Accessibility of healthcare refers to the relative ease with which services can be reached from a given location, and one of the difficulties in establishing digital health services is the complex landscape in LMICs. Indeed, uneven geographic distribution and topography such as mountains and hills make the establishment of and access to health facilities difficult (Eder and Shekhovtsov 2021). It is a major barrier that is often underestimated despite its importance since a significant part of the populations in LMICs live in rural areas with no direct access to healthcare facilities but by traveling long distances by foot or public transport (Sqalli et al. 2020). In addition, many LMICs don’t have sufficiently developed infrastructure for logistics and transport, which can make it difficult for patients to access health facilities and difficult for health facilities, to move essential equipment and supplies, or in the context of a biobank, to move biological samples and data between different sites.

4 Conclusion

Throughout the world, information and communication technologies are increasingly used in healthcare. Many of the current issues facing health systems in LMICs, such as the non-availability of healthcare professionals in rural areas, the inconsistent quality of care and low patient compliance, may be mitigated through the widespread use of e-health, especially as technologies continue to develop. However, for e-health to spread and deliver its promises, a strong foundation needs to be put in place in LMICs by engaging all stakeholders (physicians, researchers, patients, ethics boards, governments, public and private institutions), and putting in place policies that provide a legal and ethical framework for digital health. Furthermore, investment in technologically advanced infrastructures (reliable electricity supply, stable internet connection, etc.) is essential for biobanks to maintain and develop their operations.
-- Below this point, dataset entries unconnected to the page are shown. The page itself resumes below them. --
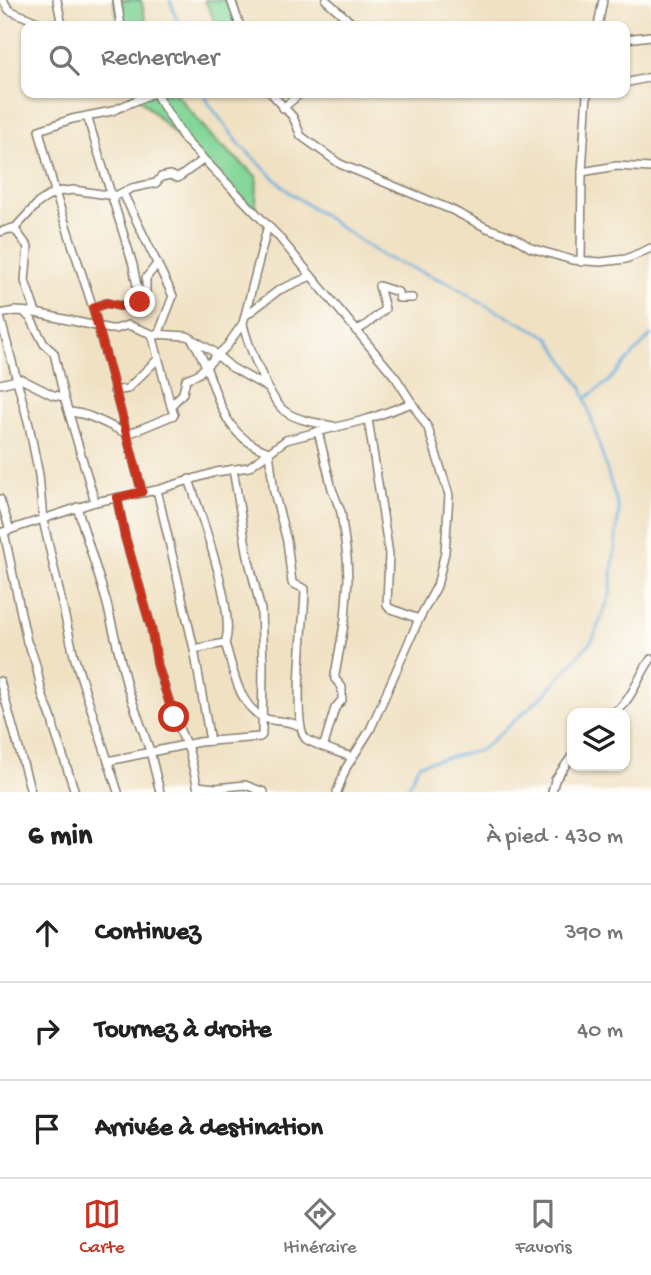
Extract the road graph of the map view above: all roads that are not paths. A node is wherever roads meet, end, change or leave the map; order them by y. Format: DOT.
graph roads {
  1 [pos="3,0"];
  2 [pos="57,0"];
  3 [pos="117,0"];
  4 [pos="231,0"];
  5 [pos="326,0"];
  6 [pos="603,0"];
  7 [pos="35,21"];
  8 [pos="61,21"];
  9 [pos="120,21"];
  10 [pos="238,21"];
  11 [pos="349,21"];
  12 [pos="599,21"];
  13 [pos="651,36"];
  14 [pos="630,38"];
  15 [pos="651,77"];
  16 [pos="630,82"];
  17 [pos="142,98"];
  18 [pos="157,98"];
  19 [pos="275,98"];
  20 [pos="295,98"];
  21 [pos="587,98"];
  22 [pos="283,108"];
  23 [pos="87,116"];
  24 [pos="203,160"];
  25 [pos="651,168"];
  26 [pos="582,172"];
  27 [pos="55,192"];
  28 [pos="122,193"];
  29 [pos="111,196"];
  30 [pos="268,225"];
  31 [pos="11,229"];
  32 [pos="0,232"];
  33 [pos="651,248"];
  34 [pos="581,262"];
  35 [pos="157,264"];
  36 [pos="311,276"];
  37 [pos="412,298"];
  38 [pos="140,302"];
  39 [pos="93,308"];
  40 [pos="23,312"];
  41 [pos="36,313"];
  42 [pos="0,316"];
  43 [pos="244,320"];
  44 [pos="97,326"];
  45 [pos="356,331"];
  46 [pos="155,335"];
  47 [pos="191,338"];
  48 [pos="216,355"];
  49 [pos="158,359"];
  50 [pos="205,365"];
  51 [pos="17,379"];
  52 [pos="0,384"];
  53 [pos="268,388"];
  54 [pos="114,391"];
  55 [pos="64,397"];
  56 [pos="412,403"];
  57 [pos="171,406"];
  58 [pos="69,412"];
  59 [pos="368,419"];
  60 [pos="336,427"];
  61 [pos="318,431"];
  62 [pos="128,434"];
  63 [pos="269,452"];
  64 [pos="233,469"];
  65 [pos="189,479"];
  66 [pos="157,489"];
  67 [pos="142,492"];
  68 [pos="117,498"];
  69 [pos="0,499"];
  70 [pos="94,502"];
  71 [pos="77,508"];
  72 [pos="43,520"];
  73 [pos="5,532"];
  74 [pos="419,619"];
  75 [pos="226,643"];
  76 [pos="194,649"];
  77 [pos="651,659"];
  78 [pos="0,681"];
  79 [pos="618,708"];
  80 [pos="263,718"];
  81 [pos="299,726"];
  82 [pos="211,741"];
  83 [pos="186,745"];
  84 [pos="324,745"];
  85 [pos="150,751"];
  86 [pos="351,757"];
  87 [pos="108,761"];
  88 [pos="567,761"];
  89 [pos="198,789"];
  90 [pos="336,791"];
  91 [pos="31,792"];
  92 [pos="75,792"];
  93 [pos="118,792"];
  94 [pos="160,792"];
  95 [pos="261,792"];
  96 [pos="552,792"];
  1 -- 7 [label="street"];
  2 -- 8 [label="street"];
  3 -- 9 [label="street"];
  4 -- 10 [label="street"];
  5 -- 11 [label="street"];
  6 -- 12 [label="street"];
  13 -- 14 [label="street"];
  15 -- 16 [label="street"];
  17 -- 23 [label="street"];
  18 -- 24 [label="street"];
  19 -- 22 [label="street"];
  20 -- 22 [label="street"];
  21 -- 26 [label="street"];
  22 -- 34 [label="street"];
  23 -- 27 [label="street"];
  23 -- 29 [label="street"];
  24 -- 28 [label="street"];
  24 -- 30 [label="street"];
  25 -- 26 [label="street"];
  26 -- 34 [label="street"];
  27 -- 29 [label="street"];
  27 -- 31 [label="street"];
  27 -- 39 [label="street"];
  28 -- 29 [label="street"];
  28 -- 35 [label="street"];
  29 -- 38 [label="street"];
  30 -- 36 [label="street"];
  30 -- 43 [label="street"];
  31 -- 32 [label="street"];
  31 -- 41 [label="street"];
  33 -- 34 [label="street"];
  35 -- 38 [label="street"];
  35 -- 46 [label="street"];
  36 -- 43 [label="street"];
  36 -- 45 [label="street"];
  37 -- 45 [label="street"];
  38 -- 39 [label="street"];
  39 -- 44 [label="street"];
  40 -- 41 [label="street"];
  40 -- 42 [label="street"];
  40 -- 55 [label="street"];
  41 -- 44 [label="street"];
  42 -- 51 [label="street"];
  43 -- 48 [label="street"];
  43 -- 53 [label="street"];
  44 -- 46 [label="street"];
  44 -- 54 [label="street"];
  45 -- 56 [label="street"];
  46 -- 47 [label="street"];
  46 -- 49 [label="street"];
  47 -- 48 [label="street"];
  47 -- 50 [label="street"];
  48 -- 50 [label="street"];
  48 -- 53 [label="street"];
  49 -- 54 [label="street"];
  49 -- 57 [label="street"];
  50 -- 57 [label="street"];
  50 -- 63 [label="street"];
  51 -- 52 [label="street"];
  51 -- 55 [label="street"];
  51 -- 72 [label="street"];
  53 -- 60 [label="street"];
  54 -- 62 [label="street"];
  55 -- 58 [label="street"];
  56 -- 59 [label="street"];
  56 -- 74 [label="street"];
  57 -- 62 [label="street"];
  58 -- 62 [label="street"];
  58 -- 70 [label="street"];
  59 -- 60 [label="street"];
  59 -- 74 [label="street"];
  60 -- 61 [label="street"];
  61 -- 63 [label="street"];
  61 -- 84 [label="street"];
  62 -- 67 [label="street"];
  63 -- 64 [label="street"];
  63 -- 81 [label="street"];
  64 -- 65 [label="street"];
  64 -- 80 [label="street"];
  65 -- 66 [label="street"];
  65 -- 75 [label="street"];
  66 -- 67 [label="street"];
  66 -- 76 [label="street"];
  67 -- 68 [label="street"];
  68 -- 70 [label="street"];
  68 -- 83 [label="street"];
  69 -- 73 [label="street"];
  70 -- 71 [label="street"];
  71 -- 72 [label="street"];
  71 -- 85 [label="street"];
  72 -- 73 [label="street"];
  72 -- 87 [label="street"];
  73 -- 92 [label="street"];
  74 -- 86 [label="street"];
  75 -- 76 [label="street"];
  75 -- 80 [label="street"];
  76 -- 82 [label="street"];
  77 -- 79 [label="street"];
  78 -- 91 [label="street"];
  80 -- 81 [label="street"];
  80 -- 82 [label="street"];
  81 -- 84 [label="street"];
  82 -- 83 [label="street"];
  83 -- 85 [label="street"];
  83 -- 89 [label="street"];
  84 -- 86 [label="street"];
  85 -- 87 [label="street"];
  85 -- 94 [label="street"];
  86 -- 90 [label="street"];
  87 -- 93 [label="street"];
  88 -- 96 [label="street"];
  89 -- 95 [label="street"];
}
Digitalization offers biobanks a wealth of opportunities to enhance their effectiveness, including the:

  1. 1.

    Better documentation of the quality, life cycle, and scientific application of biological samples

  2. 2.

    Ability to scale-up the use of biological samples from LMICs.

  3. 3.

    Improved interoperability with other sources of donor-related data.

  4. 4.

    Easier and faster access for researchers to biological samples and their associated data, for example, through online applications.

  5. 5.

    Greater link with the automation of the technical processes for the retrieval and analysis of samples.

  6. 6.

    Ability to manage, track, and analyze large volumes of data.

However, for the implementation of digitalization to be effective in LMICs, technical, financial, legal, ethical, and geographical contexts need to be taken into account. These constitute a complex background of competing priorities against which any biobanking operations needs to survive. Thus, while digitalization of biobanking in LMICs is full of potential, the complexities outlined above maintain the high implementation barriers within LMICs.